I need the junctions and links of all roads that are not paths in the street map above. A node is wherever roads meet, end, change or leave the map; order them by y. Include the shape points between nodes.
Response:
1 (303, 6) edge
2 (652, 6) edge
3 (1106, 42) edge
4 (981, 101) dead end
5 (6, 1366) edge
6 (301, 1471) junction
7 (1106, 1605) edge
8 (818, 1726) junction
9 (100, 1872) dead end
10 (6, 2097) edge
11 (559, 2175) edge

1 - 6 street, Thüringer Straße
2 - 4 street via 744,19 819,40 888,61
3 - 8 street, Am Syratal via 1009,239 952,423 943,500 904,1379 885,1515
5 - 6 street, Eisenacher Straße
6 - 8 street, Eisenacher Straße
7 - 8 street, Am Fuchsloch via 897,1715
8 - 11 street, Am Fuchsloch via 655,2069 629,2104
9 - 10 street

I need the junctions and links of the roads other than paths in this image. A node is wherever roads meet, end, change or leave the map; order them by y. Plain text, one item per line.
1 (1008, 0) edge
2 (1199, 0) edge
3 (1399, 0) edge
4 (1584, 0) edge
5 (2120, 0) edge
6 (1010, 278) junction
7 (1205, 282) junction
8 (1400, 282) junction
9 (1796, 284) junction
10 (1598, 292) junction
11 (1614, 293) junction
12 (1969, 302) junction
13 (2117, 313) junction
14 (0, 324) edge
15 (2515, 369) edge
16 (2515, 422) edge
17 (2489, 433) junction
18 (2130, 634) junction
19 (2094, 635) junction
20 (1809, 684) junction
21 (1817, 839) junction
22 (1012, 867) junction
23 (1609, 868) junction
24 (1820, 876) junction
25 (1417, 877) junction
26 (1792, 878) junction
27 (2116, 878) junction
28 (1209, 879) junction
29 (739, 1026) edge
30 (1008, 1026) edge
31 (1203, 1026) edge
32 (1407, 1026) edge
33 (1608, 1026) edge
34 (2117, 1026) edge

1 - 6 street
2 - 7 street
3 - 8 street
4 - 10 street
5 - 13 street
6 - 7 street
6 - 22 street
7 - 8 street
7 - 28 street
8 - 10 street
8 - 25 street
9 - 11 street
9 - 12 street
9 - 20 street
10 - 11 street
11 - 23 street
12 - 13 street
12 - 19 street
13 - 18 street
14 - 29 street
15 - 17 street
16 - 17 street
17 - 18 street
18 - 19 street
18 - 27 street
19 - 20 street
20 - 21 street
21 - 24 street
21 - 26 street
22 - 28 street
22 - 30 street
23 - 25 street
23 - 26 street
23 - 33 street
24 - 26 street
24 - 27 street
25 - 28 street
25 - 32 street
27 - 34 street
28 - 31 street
--- --- ---
All the records above need to be printed exactly.

I need the junctions and links of all roads that are not paths in the street map above. A node is wherever roads meet, end, change or leave the map; order them by y. Include the shape points between nodes.
Response:
1 (303, 6) edge
2 (652, 6) edge
3 (1106, 42) edge
4 (981, 101) dead end
5 (6, 1366) edge
6 (301, 1471) junction
7 (1106, 1605) edge
8 (818, 1726) junction
9 (100, 1872) dead end
10 (6, 2097) edge
11 (559, 2175) edge

1 - 6 street, Thüringer Straße
2 - 4 street via 744,19 819,40 888,61
3 - 8 street, Am Syratal via 1009,239 952,423 943,500 904,1379 885,1515
5 - 6 street, Eisenacher Straße
6 - 8 street, Eisenacher Straße
7 - 8 street, Am Fuchsloch via 897,1715
8 - 11 street, Am Fuchsloch via 655,2069 629,2104
9 - 10 street

I need the junctions and links of the roads other than paths in this image. A node is wherever roads meet, end, change or leave the map; order them by y. Plain text, one item per line.
1 (1008, 0) edge
2 (1199, 0) edge
3 (1399, 0) edge
4 (1584, 0) edge
5 (2120, 0) edge
6 (1010, 278) junction
7 (1205, 282) junction
8 (1400, 282) junction
9 (1796, 284) junction
10 (1598, 292) junction
11 (1614, 293) junction
12 (1969, 302) junction
13 (2117, 313) junction
14 (0, 324) edge
15 (2515, 369) edge
16 (2515, 422) edge
17 (2489, 433) junction
18 (2130, 634) junction
19 (2094, 635) junction
20 (1809, 684) junction
21 (1817, 839) junction
22 (1012, 867) junction
23 (1609, 868) junction
24 (1820, 876) junction
25 (1417, 877) junction
26 (1792, 878) junction
27 (2116, 878) junction
28 (1209, 879) junction
29 (739, 1026) edge
30 (1008, 1026) edge
31 (1203, 1026) edge
32 (1407, 1026) edge
33 (1608, 1026) edge
34 (2117, 1026) edge

1 - 6 street
2 - 7 street
3 - 8 street
4 - 10 street
5 - 13 street
6 - 7 street
6 - 22 street
7 - 8 street
7 - 28 street
8 - 10 street
8 - 25 street
9 - 11 street
9 - 12 street
9 - 20 street
10 - 11 street
11 - 23 street
12 - 13 street
12 - 19 street
13 - 18 street
14 - 29 street
15 - 17 street
16 - 17 street
17 - 18 street
18 - 19 street
18 - 27 street
19 - 20 street
20 - 21 street
21 - 24 street
21 - 26 street
22 - 28 street
22 - 30 street
23 - 25 street
23 - 26 street
23 - 33 street
24 - 26 street
24 - 27 street
25 - 28 street
25 - 32 street
27 - 34 street
28 - 31 street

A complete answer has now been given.